Based on anthropologist George Devereux’s book Reality and Dream, the film focuses on the true story of a Blackfoot Indian James Picard (Benicio Del Toro), who suffered from head injuries sustained during the war. Blackouts, migraines, hearing loss and loss of vision plague the otherwise quiet man, but V.A. doctors conclude there is nothing physically wrong with him. Instead, they diagnose Jimmy as a schizophrenic and bring in European-born New Yorker Devereux (Mathieu Amalric) because of his anthropological studies of Mojave Indians and a hobbyist interest in Freudian psychoanalysis.
The lion’s share of the movie revolves around Jimmy’s talk-therapy sessions with Devereux and the unlikely friendship that evolves between them. Like many films in this genre (The Prince of Tides, Good Will Hunting, et al.), the root cause of Picard’s psychological distress is presented as a mystery to be solved. Desplechin and his screenwriters work hard to avoid sentimentality and focus more on the intellectual process than the outcome. Too bad the drama is so turgid and unfocused, relying on Howard Shore’s too-present score to nudge things along.

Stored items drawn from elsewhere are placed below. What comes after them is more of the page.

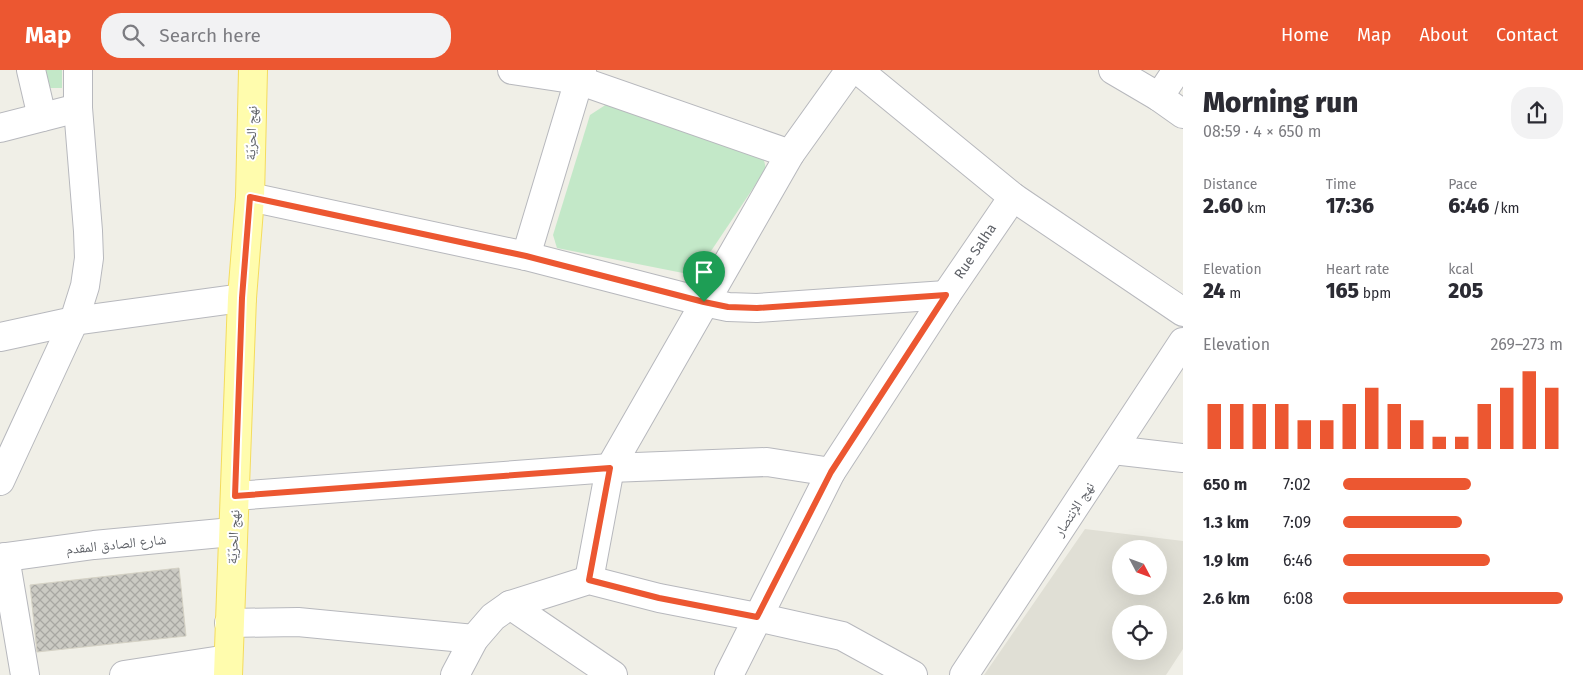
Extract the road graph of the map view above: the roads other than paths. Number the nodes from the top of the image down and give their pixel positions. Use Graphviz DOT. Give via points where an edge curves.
graph roads {
  1 [pos="31,70"];
  2 [pos="78,70"];
  3 [pos="253,70"];
  4 [pos="512,70"];
  5 [pos="850,70"];
  6 [pos="858,70"];
  7 [pos="1113,70"];
  8 [pos="1177,70"];
  9 [pos="580,75"];
  10 [pos="1159,97"];
  11 [pos="78,108"];
  12 [pos="1183,114"];
  13 [pos="42,117"];
  14 [pos="0,128"];
  15 [pos="790,154"];
  16 [pos="250,197"];
  17 [pos="1012,197"];
  18 [pos="526,256"];
  19 [pos="946,295"];
  20 [pos="242,298"];
  21 [pos="704,302"];
  22 [pos="1183,312"];
  23 [pos="74,321"];
  24 [pos="0,337"];
  25 [pos="1183,342"];
  26 [pos="1113,450"];
  27 [pos="1183,458"];
  28 [pos="610,468"];
  29 [pos="831,472"];
  30 [pos="0,481"];
  31 [pos="235,496"];
  32 [pos="232,532"];
  33 [pos="3,558"];
  34 [pos="589,580"];
  35 [pos="510,605"];
  36 [pos="757,617"];
  37 [pos="229,623"];
  38 [pos="474,639"];
  39 [pos="228,667"];
  40 [pos="25,675"];
  41 [pos="124,675"];
  42 [pos="455,675"];
  43 [pos="613,675"];
  44 [pos="729,675"];
  45 [pos="913,675"];
  46 [pos="964,675"];
  1 -- 13 [label="street"];
  2 -- 11 [label="street"];
  3 -- 16 [label="main road, نهج الحرّيّة"];
  4 -- 9 [label="street"];
  5 -- 15 [label="street"];
  6 -- 17 [label="street"];
  7 -- 10 [label="street"];
  8 -- 10 [label="street"];
  9 -- 15 [label="street"];
  9 -- 18 [label="street"];
  10 -- 12 [label="street"];
  11 -- 13 [label="street"];
  11 -- 23 [label="street" via="89,258 85,286"];
  13 -- 14 [label="street"];
  15 -- 21 [label="street"];
  16 -- 18 [label="street"];
  16 -- 20 [label="main road, نهج الحرّيّة"];
  17 -- 19 [label="street, Rue Salha"];
  17 -- 22 [label="street"];
  18 -- 21 [label="street"];
  19 -- 21 [label="street" via="757,308"];
  19 -- 29 [label="street, Rue Salha"];
  20 -- 23 [label="street"];
  20 -- 31 [label="main road, نهج الحرّيّة"];
  21 -- 28 [label="street"];
  23 -- 24 [label="street"];
  23 -- 30 [label="street"];
  25 -- 26 [label="street, نهج الإنتصار"];
  26 -- 27 [label="street"];
  26 -- 46 [label="street, نهج الإنتصار"];
  28 -- 29 [label="street" via="767,462"];
  28 -- 31 [label="street"];
  28 -- 34 [label="street"];
  29 -- 36 [label="street, Rue Salha"];
  31 -- 32 [label="main road, نهج الحرّيّة"];
  32 -- 33 [label="street, شارع الصادق المقدم" via="94,545"];
  32 -- 37 [label="main road, نهج الحرّيّة"];
  33 -- 40 [label="street"];
  34 -- 35 [label="street"];
  34 -- 36 [label="street" via="659,598"];
  35 -- 38 [label="street"];
  35 -- 43 [label="street"];
  36 -- 44 [label="street, Rue Salha"];
  36 -- 45 [label="street" via="842,636"];
  37 -- 38 [label="street" via="298,622"];
  37 -- 39 [label="main road, نهج الحرّيّة"];
  38 -- 42 [label="street"];
  39 -- 41 [label="street"];
}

As if sensing this lack of conflict, contrived brawls with the doctors and Devereux’s love interest (Gina McKee) make an appearance, but neither energizes what amounts to a low-key therapeutic procedural. A more ill-advised choice is Desplechin’s inclusion of dream re-enactments, unconvincing forays into Jimmy P’s unconscious.
The real draw here is the chemistry generated between Amalric’s dandy-ish Devereux and Del Toro’s gentle yet brooding Picard. Not only do the two seem to enjoy each other’s company, these two dryly funny outsiders provide an interesting contrast in masculinity. As troubled and tightly coiled as Jimmy is, his regard for women is played against type, coming across as delicate, respectful and sensitive. Conversely, the erudite and skittish Devereux is a narcissistic lout, volunteering that “it clears the air” to slap a woman from time to time. Still, a few instances of conflict between the two would have deepened the relationship. Only a heated debate about religion generates any sparks.

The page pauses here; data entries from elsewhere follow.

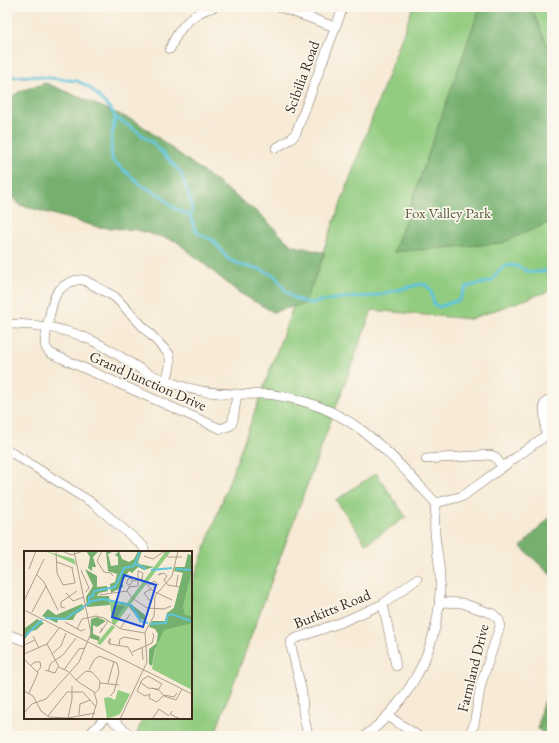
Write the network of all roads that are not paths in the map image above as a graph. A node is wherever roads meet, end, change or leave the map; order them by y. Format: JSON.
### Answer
{"nodes":[{"id":1,"x":214,"y":7,"type":"edge"},
{"id":2,"x":280,"y":7,"type":"edge"},
{"id":3,"x":343,"y":7,"type":"edge"},
{"id":4,"x":335,"y":27,"type":"junction"},
{"id":5,"x":170,"y":50,"type":"dead end"},
{"id":6,"x":276,"y":148,"type":"dead end"},
{"id":7,"x":7,"y":324,"type":"edge"},
{"id":8,"x":48,"y":326,"type":"junction"},
{"id":9,"x":166,"y":381,"type":"junction"},
{"id":10,"x":237,"y":394,"type":"junction"},
{"id":11,"x":552,"y":399,"type":"edge"},
{"id":12,"x":549,"y":433,"type":"edge"},
{"id":13,"x":9,"y":451,"type":"dead end"},
{"id":14,"x":426,"y":459,"type":"dead end"},
{"id":15,"x":502,"y":466,"type":"junction"},
{"id":16,"x":436,"y":503,"type":"junction"},
{"id":17,"x":145,"y":551,"type":"edge"},
{"id":18,"x":417,"y":579,"type":"dead end"},
{"id":19,"x":440,"y":602,"type":"junction"},
{"id":20,"x":383,"y":604,"type":"junction"},
{"id":21,"x":7,"y":634,"type":"edge"},
{"id":22,"x":24,"y":641,"type":"edge"},
{"id":23,"x":396,"y":666,"type":"dead end"},
{"id":24,"x":388,"y":716,"type":"junction"},
{"id":25,"x":104,"y":719,"type":"edge"},
{"id":26,"x":111,"y":719,"type":"edge"},
{"id":27,"x":88,"y":736,"type":"edge"},
{"id":28,"x":132,"y":736,"type":"edge"},
{"id":29,"x":305,"y":736,"type":"edge"},
{"id":30,"x":365,"y":736,"type":"edge"},
{"id":31,"x":418,"y":736,"type":"edge"},
{"id":32,"x":468,"y":736,"type":"edge"}],
"edges":[{"from":1,"to":5,"type":"street"},
{"from":2,"to":4,"type":"street"},
{"from":3,"to":4,"type":"street","name":"Scibilia Road"},
{"from":4,"to":6,"type":"street","name":"Scibilia Road"},
{"from":7,"to":8,"type":"street"},
{"from":8,"to":9,"type":"street"},
{"from":8,"to":9,"type":"street"},
{"from":8,"to":10,"type":"street","name":"Grand Junction Drive"},
{"from":9,"to":10,"type":"street"},
{"from":10,"to":16,"type":"street"},
{"from":11,"to":12,"type":"street"},
{"from":12,"to":15,"type":"street"},
{"from":13,"to":17,"type":"street"},
{"from":14,"to":15,"type":"street"},
{"from":15,"to":16,"type":"street"},
{"from":16,"to":19,"type":"street"},
{"from":18,"to":20,"type":"street","name":"Burkitts Road"},
{"from":19,"to":24,"type":"street"},
{"from":19,"to":32,"type":"street","name":"Farmland Drive"},
{"from":20,"to":23,"type":"street","name":"Burkitts Road"},
{"from":20,"to":29,"type":"street","name":"Burkitts Road"},
{"from":21,"to":22,"type":"street"},
{"from":24,"to":30,"type":"street"},
{"from":24,"to":31,"type":"street"},
{"from":25,"to":27,"type":"street"},
{"from":26,"to":28,"type":"street"}]}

Ultimately, the final revelations in this Freudian soap opera are anti-climactic and, more importantly, fail to suggest how Jimmy P proceeds with the rest of his life. Labeling the problem isn’t quite the same as charting a path toward a cure.
Nevertheless, as an intellectually engaging exploration of two very different men transcending cultural and historical alienation, Jimmy P earns points for attempting to depict therapy as a complicated process of uncovering a nest of wounds rather than the typical Hollywood drive toward melodrama. It may not always treat psychology with the sophistication it deserves, but it at least acknowledges that it’s an imperfect method of personal understanding.
Jimmy P (Psychotherapy of a Plains Indian) opens Friday, March 7, at Cinema Detroit. It is unrated and has a running time of 117 minutes.